Vineet Pandita
Vineet Pandita

Reputation: 3

OnSubscribe.call method invoked twice

Background: I am looking to invoke a web-service inside of call method of OnSubscribe. There is a custom Subscriber class which is a subscriber of this Observable as well. (Following code is an approximation of same)

Issue: Seeing that OnSubscribe.call method gets called twice.

The relation between 'Observable.create(...)', subscribe(...) and finally converting an observable toBlocking is not clear to me. It seems below line adds behavior and somehow calls OnSubscribe.call again. The toBlocking call I am assuming ultimately needs to be called - just before the result is due to be returned by the webserver (servlet/controller which are non Rx in nature).

observable.toBlocking().forEach(i-> System.out.println(i));

Complete Code Below

 public static void main(String args[]){
   Observable<Integer> observable =  Observable.create(new Observable.OnSubscribe<Integer>() {
       @Override
       public void call(Subscriber<? super Integer> observer) {
           System.out.println("In OnSubscribe Create: "+observer.isUnsubscribed());
           try {
               if (!observer.isUnsubscribed()) {
                   for (int i = 1; i < 5; i++) {
                      observer.onNext(i);
                   }
                   observer.onCompleted();
               }
           } catch (Exception e) {
               observer.onError(e);
           }
       }
});

 observable.subscribe(new Subscriber<Integer>() {
    @Override
    public void onNext(Integer item) {
        System.out.println("Next: " + item);
    }

    @Override
    public void onError(Throwable error) {
        System.err.println("Error: " + error.getMessage());
    }

    @Override
    public void onCompleted() {
        System.out.println("Sequence complete.");
    }
});
    observable.toBlocking().forEach(i-> System.out.println(i));
}

Output

In OnSubscribe Create: false
Next: 1
Next: 2
Next: 3
Next: 4
Sequence complete.
In OnSubscribe Create: false
For Each Printing 1
For Each Printing 2
For Each Printing 3
For Each Printing 4

Answering own question: The way I was processing results via forEach was wrong. That in itself is a subscriber and hence ends up calling the call method again. Correct way to do what I was doing was via a CountDownLatch.

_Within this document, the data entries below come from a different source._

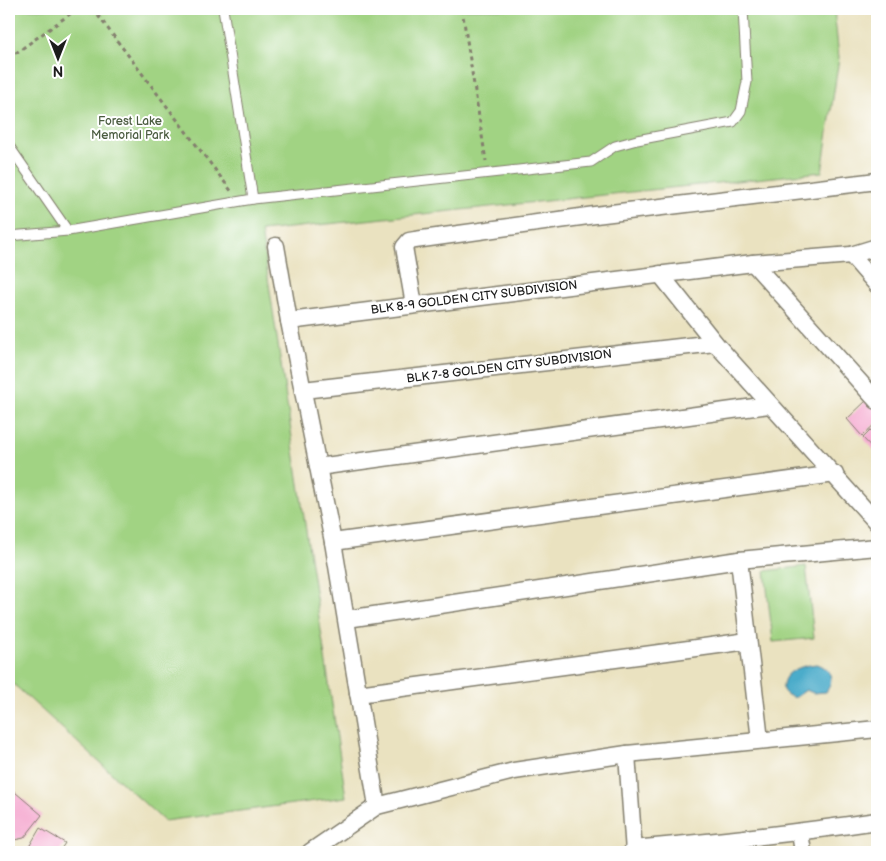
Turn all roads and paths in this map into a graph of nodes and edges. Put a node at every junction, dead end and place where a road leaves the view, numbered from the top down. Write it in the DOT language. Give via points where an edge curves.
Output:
graph roads {
  1 [pos="77,9"];
  2 [pos="93,9"];
  3 [pos="223,9"];
  4 [pos="462,9"];
  5 [pos="742,9"];
  6 [pos="9,58"];
  7 [pos="9,146"];
  8 [pos="488,174"];
  9 [pos="877,181"];
  10 [pos="253,199"];
  11 [pos="239,201"];
  12 [pos="68,231"];
  13 [pos="9,236"];
  14 [pos="276,246"];
  15 [pos="877,247"];
  16 [pos="851,255"];
  17 [pos="753,263"];
  18 [pos="660,274"];
  19 [pos="877,285"];
  20 [pos="414,305"];
  21 [pos="288,321"];
  22 [pos="715,343"];
  23 [pos="304,390"];
  24 [pos="877,400"];
  25 [pos="769,405"];
  26 [pos="318,468"];
  27 [pos="835,474"];
  28 [pos="877,523"];
  29 [pos="333,542"];
  30 [pos="877,547"];
  31 [pos="739,560"];
  32 [pos="347,619"];
  33 [pos="748,641"];
  34 [pos="358,694"];
  35 [pos="877,729"];
  36 [pos="760,740"];
  37 [pos="627,754"];
  38 [pos="378,806"];
  39 [pos="877,821"];
  40 [pos="800,833"];
  41 [pos="715,847"];
  42 [pos="634,850"];
  43 [pos="310,852"];
  44 [pos="803,852"];
  1 -- 6 [label="path"];
  2 -- 11 [label="path"];
  3 -- 10 [label="lane"];
  4 -- 8 [label="path"];
  5 -- 8 [label="lane" via="746,82 741,111 733,122 616,146 591,162"];
  7 -- 12 [label="lane"];
  8 -- 10 [label="lane"];
  9 -- 20 [label="street" via="415,240 404,247"];
  10 -- 11 [label="lane"];
  11 -- 12 [label="lane"];
  12 -- 13 [label="lane"];
  14 -- 21 [label="street"];
  15 -- 16 [label="street, BLK 8-9 GOLDEN CITY SUBDIVISION"];
  16 -- 17 [label="street, BLK 8-9 GOLDEN CITY SUBDIVISION"];
  16 -- 19 [label="street"];
  17 -- 18 [label="street, BLK 8-9 GOLDEN CITY SUBDIVISION"];
  17 -- 24 [label="street"];
  18 -- 20 [label="street, BLK 8-9 GOLDEN CITY SUBDIVISION"];
  18 -- 22 [label="street"];
  20 -- 21 [label="street, BLK 8-9 GOLDEN CITY SUBDIVISION"];
  21 -- 23 [label="street"];
  22 -- 23 [label="street, BLK 7-8 GOLDEN CITY SUBDIVISION"];
  22 -- 25 [label="street"];
  23 -- 26 [label="street"];
  25 -- 26 [label="street"];
  25 -- 27 [label="street"];
  26 -- 29 [label="street"];
  27 -- 28 [label="street"];
  27 -- 29 [label="street"];
  29 -- 32 [label="street"];
  30 -- 31 [label="street"];
  31 -- 32 [label="street"];
  31 -- 33 [label="street"];
  32 -- 34 [label="street"];
  33 -- 34 [label="street"];
  33 -- 36 [label="street"];
  34 -- 38 [label="street"];
  35 -- 36 [label="street"];
  36 -- 37 [label="street"];
  37 -- 38 [label="street" via="514,771"];
  37 -- 42 [label="street"];
  38 -- 43 [label="street"];
  39 -- 40 [label="street"];
  40 -- 41 [label="street"];
  40 -- 44 [label="street"];
  41 -- 42 [label="street"];
}
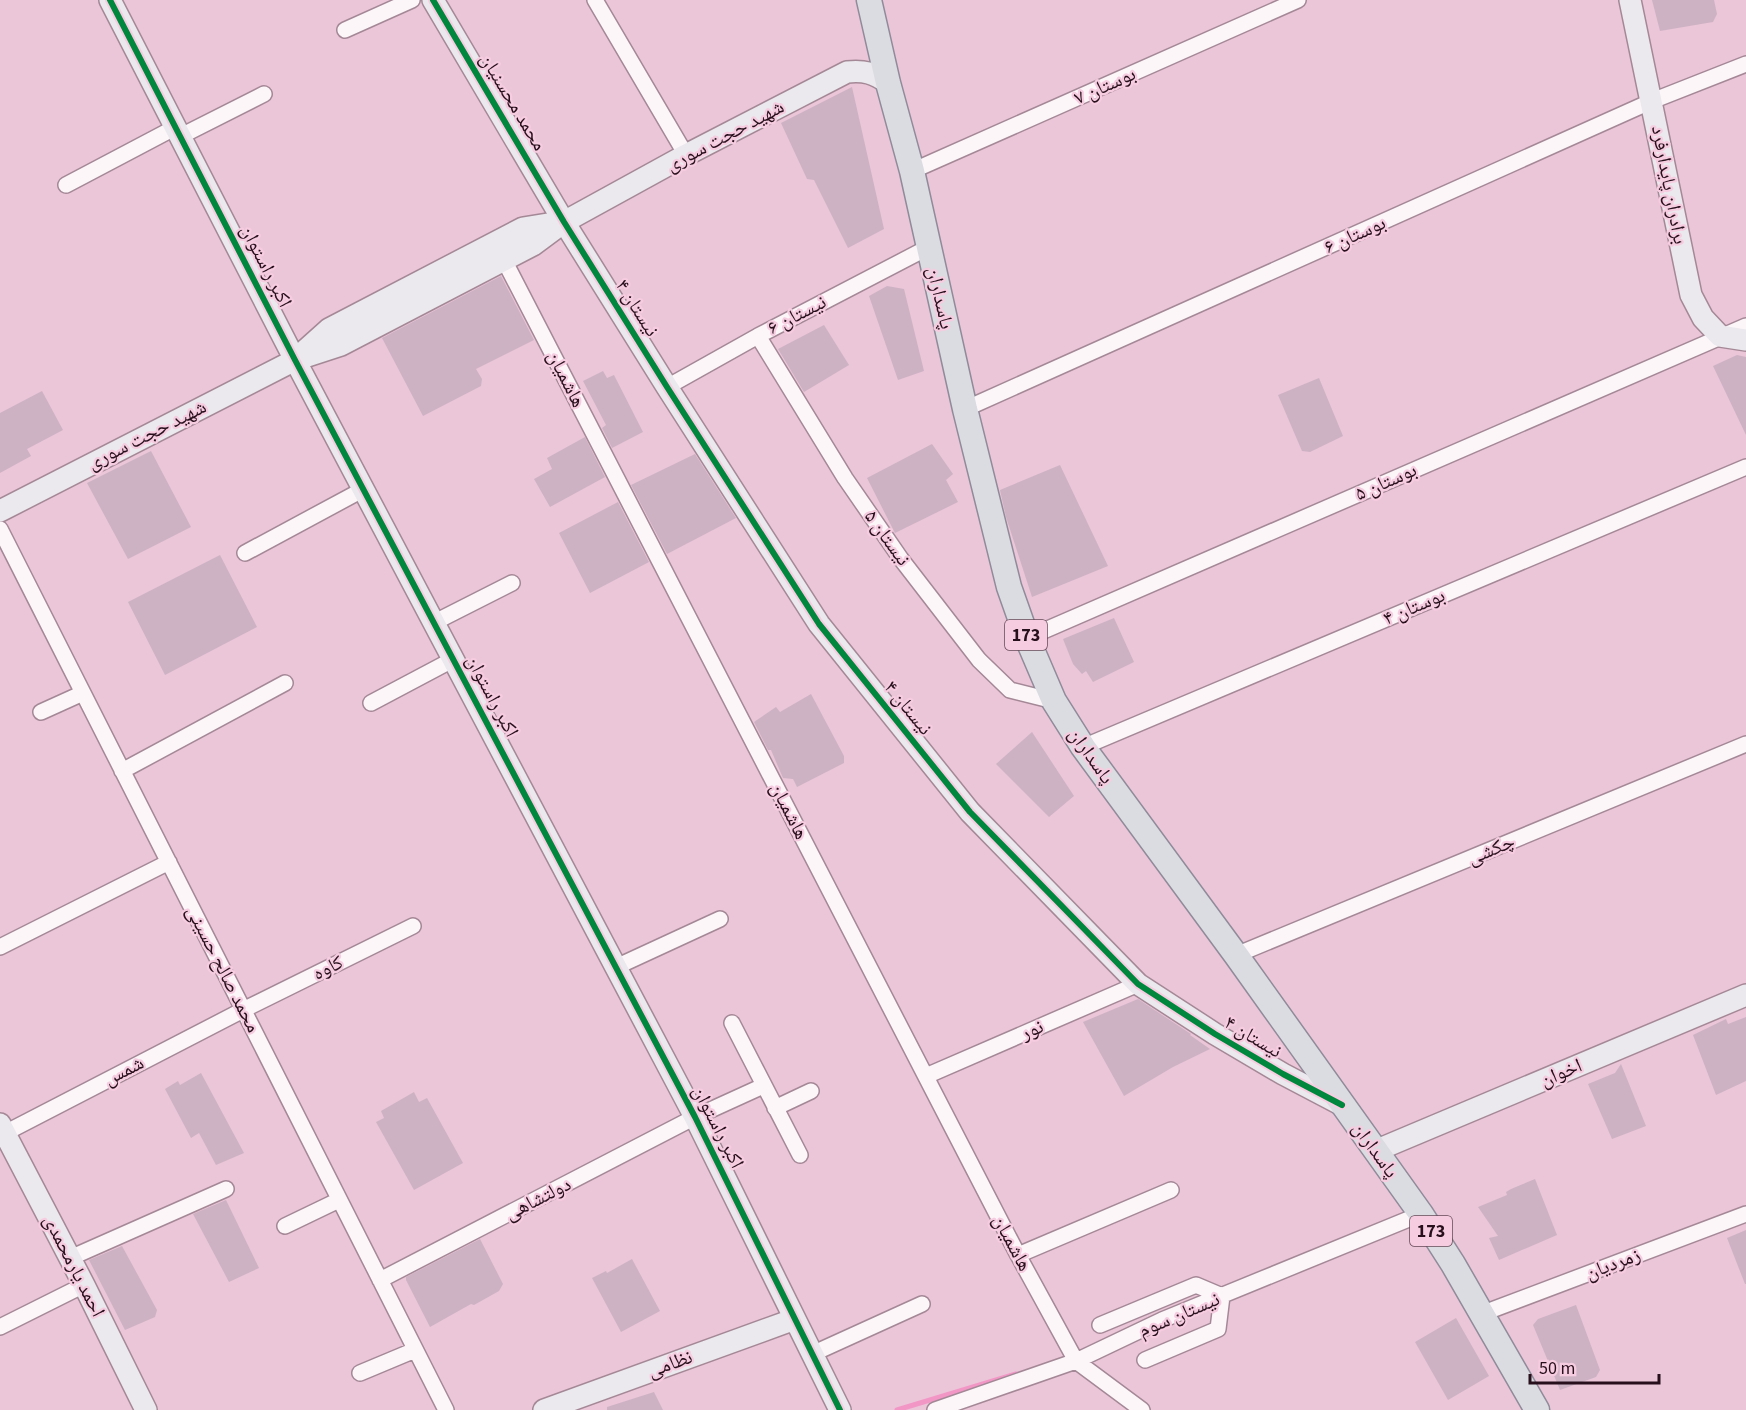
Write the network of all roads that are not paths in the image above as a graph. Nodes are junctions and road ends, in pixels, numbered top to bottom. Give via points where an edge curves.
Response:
1 (110, 0) edge
2 (412, 0) edge
3 (433, 0) edge
4 (595, 0) edge
5 (869, 0) edge
6 (1298, 0) edge
7 (1630, 0) edge
8 (345, 30) dead end
9 (1746, 64) edge
10 (888, 83) junction
11 (264, 94) dead end
12 (1652, 102) junction
13 (178, 131) junction
14 (686, 155) junction
15 (912, 171) junction
16 (66, 185) dead end
17 (564, 222) junction
18 (929, 247) junction
19 (504, 260) junction
20 (1746, 326) edge
21 (758, 336) junction
22 (1720, 336) junction
23 (1746, 340) edge
24 (295, 360) junction
25 (667, 387) junction
26 (965, 409) junction
27 (1746, 467) edge
28 (364, 489) junction
29 (0, 511) edge
30 (0, 529) edge
31 (245, 553) dead end
32 (512, 584) dead end
33 (435, 622) junction
34 (1027, 638) junction
35 (454, 659) junction
36 (285, 683) dead end
37 (83, 693) junction
38 (1054, 701) junction
39 (371, 703) dead end
40 (41, 712) dead end
41 (1746, 744) edge
42 (1083, 747) junction
43 (122, 771) junction
44 (169, 862) junction
45 (720, 919) dead end
46 (413, 926) dead end
47 (0, 947) edge
48 (1236, 955) junction
49 (616, 967) junction
50 (1138, 984) junction
51 (1746, 995) edge
52 (243, 1010) junction
53 (732, 1023) dead end
54 (926, 1076) junction
55 (763, 1086) junction
56 (811, 1091) dead end
57 (1342, 1105) junction
58 (775, 1108) junction
59 (695, 1117) junction
60 (2, 1128) edge
61 (1375, 1151) junction
62 (800, 1155) dead end
63 (226, 1189) dead end
64 (1171, 1190) dead end
65 (339, 1200) junction
66 (1421, 1214) junction
67 (1746, 1214) edge
68 (285, 1226) dead end
69 (1018, 1255) junction
70 (70, 1258) junction
71 (380, 1280) junction
72 (84, 1285) junction
73 (1222, 1296) junction
74 (922, 1304) dead end
75 (1480, 1314) junction
76 (795, 1319) junction
77 (1100, 1325) dead end
78 (0, 1327) edge
79 (416, 1350) junction
80 (813, 1354) junction
81 (1145, 1360) dead end
82 (1076, 1361) junction
83 (360, 1373) dead end
84 (975, 1403) edge
85 (1531, 1408) edge
86 (146, 1410) edge
87 (446, 1410) edge
88 (544, 1410) edge
89 (840, 1410) edge
90 (935, 1410) edge
91 (1142, 1410) edge

1 - 13 street, اکبر راستوان
2 - 8 street
3 - 17 street, محمد محسنیان
4 - 14 street
5 - 10 main road, پاسداران / 173
6 - 15 street, بوستان ۷
7 - 12 street, برادران پایدارفرد
9 - 12 street, بوستان ۶
10 - 14 street, شهید حجت سوری via 862,70 847,72
10 - 15 main road, پاسداران / 173
11 - 13 street
12 - 22 street, برادران پایدارفرد via 1692,295 1703,318
12 - 26 street, بوستان ۶
13 - 16 street
13 - 24 street, اکبر راستوان
14 - 17 street, شهید حجت سوری
15 - 18 main road, پاسداران / 173
17 - 19 street, شهید حجت سوری
17 - 24 street, شهید حجت سوری via 523,228 329,328
17 - 25 street, نیستان ۴
18 - 21 street, نیستان ۶
18 - 26 main road, پاسداران / 173
19 - 24 street, شهید حجت سوری via 341,345
19 - 54 street, هاشمیان
20 - 22 street, بوستان ۵
21 - 25 street, نیستان ۶
21 - 38 street, نیستان ۵ via 845,478 979,660 1010,690
22 - 23 street
22 - 34 street, بوستان ۵
24 - 28 street, اکبر راستوان
24 - 29 street, شهید حجت سوری
25 - 50 street, نیستان ۴ via 819,624 970,812
26 - 34 main road, پاسداران / 173 via 1009,587
27 - 42 street, بوستان ۴
28 - 31 street
28 - 33 street, اکبر راستوان
30 - 37 street, محمد صالح حسینی
32 - 33 street
33 - 35 street, اکبر راستوان
34 - 38 main road, پاسداران / 173
35 - 39 street
35 - 49 street, اکبر راستوان
36 - 43 street
37 - 40 street
37 - 43 street, محمد صالح حسینی
38 - 42 main road, پاسداران / 173
41 - 48 street, چکشی
42 - 48 main road, پاسداران / 173
43 - 44 street, محمد صالح حسینی
44 - 47 street
44 - 52 street, محمد صالح حسینی
45 - 49 street
46 - 52 street, کاوه
48 - 57 main road, پاسداران / 173
49 - 59 street, اکبر راستوان
50 - 54 street, نور
50 - 57 street, نیستان ۴ via 1234,1046
51 - 61 street, اخوان
52 - 60 street, شمس
52 - 65 street, محمد صالح حسینی
53 - 55 street
54 - 69 street, هاشمیان
55 - 58 street
55 - 59 street, دولتشاهی
56 - 58 street
57 - 61 main road, پاسداران / 173
58 - 62 street
59 - 71 street, دولتشاهی
59 - 76 street, اکبر راستوان
60 - 70 street, احمد یارمحمدی
61 - 66 main road, پاسداران / 173
63 - 70 street
64 - 69 street
65 - 68 street
65 - 71 street, محمد صالح حسینی
66 - 73 street, نیستان سوم
66 - 75 main road, پاسداران / 173
67 - 75 street, زمردیان
69 - 82 street, هاشمیان
70 - 72 street, احمد یارمحمدی
71 - 79 street, محمد صالح حسینی
72 - 78 street
72 - 86 street, احمد یارمحمدی
73 - 77 street via 1196,1285
73 - 81 street via 1218,1329
73 - 82 street, نیستان سوم
74 - 80 street
75 - 85 main road, پاسداران / 173
76 - 80 street, اکبر راستوان
76 - 88 street, نظامی
79 - 83 street
79 - 87 street, محمد صالح حسینی
80 - 89 street, اکبر راستوان
82 - 84 street, نیستان سوم
82 - 91 street
84 - 90 street, نیستان سوم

This also clarifies my other doubt - in the context of having a point where we finally wait for the work to complete just before returning a respsonse in a controller/servlet would mean to use a latch with timeout.

Code below.

public static void main(String args[]) throws Exception {
    CountDownLatch latch = new CountDownLatch(4);
    Observable<Integer> observable =  Observable.create(new Observable.OnSubscribe<Integer>() {
        @Override
        public void call(Subscriber<? super Integer> observer) {
            System.out.println("In OnSubscribe Create: "+observer.isUnsubscribed());
            try {
                if (!observer.isUnsubscribed()) {
                    for (int i = 1; i < 5; i++) {
                        observer.onNext(i);
                        latch.countDown();

                    }
                    observer.onCompleted();
                }
            } catch (Exception e) {
                observer.onError(e);
            }
        }
    });

    observable.subscribe(new Subscriber<Integer>() {
        @Override
        public void onNext(Integer item) {
            System.out.println("Next: " + item);
        }

        @Override
        public void onError(Throwable error) {
            System.err.println("Error: " + error.getMessage());
        }

        @Override
        public void onCompleted() {
            System.out.println("Sequence complete.");
        }
    });

    latch.await();
    System.out.println(" Wait for Latch Over");
}

Upvotes: 0

Views: 1840

Answers (2)

Simon Basl&#233;
Simon Basl&#233;

Reputation: 28351

toBlocking can be dumbed down to making a subscription with a latch, hence your two subscriptions.

But I think that you were right in using toBlocking().forEach(), and should keep that part as the solution.

The problem then is your second subscription, made by the call to subscribe. Is there a real need for this subscribe? If it's just about logging and not actually modifying the flow of data, you can use doOnNext, doOnError and doOnCompleted instead.

If your use case is a bit more complex than reflected in your question and you actually do need to wait on two "parallel" asynchronous processings, then you may need to join and wait using a CountDownLatch (or similar)... Keep in mind that if you want parallelism, RxJava is agnostic in that regard and you need to drive it using Schedulers, subscribeOn/observeOn.

Upvotes: 0

Malt
Malt

Reputation: 30335

This might not be all that relevant since you already solved the problem in your case, but creating observables using raw OnSubscribe is error prone in general. The better approach is using one of the existing helper classes: SyncOnSubscribe/AsyncOnSubscribe (since RxJava 1.0.15) or AbstractOnSubscribe (up to RxJava v1.1.0). They give you a ready made framework that manages the observable's state and backpressure, leaving you to deal (mostly) with your own logic.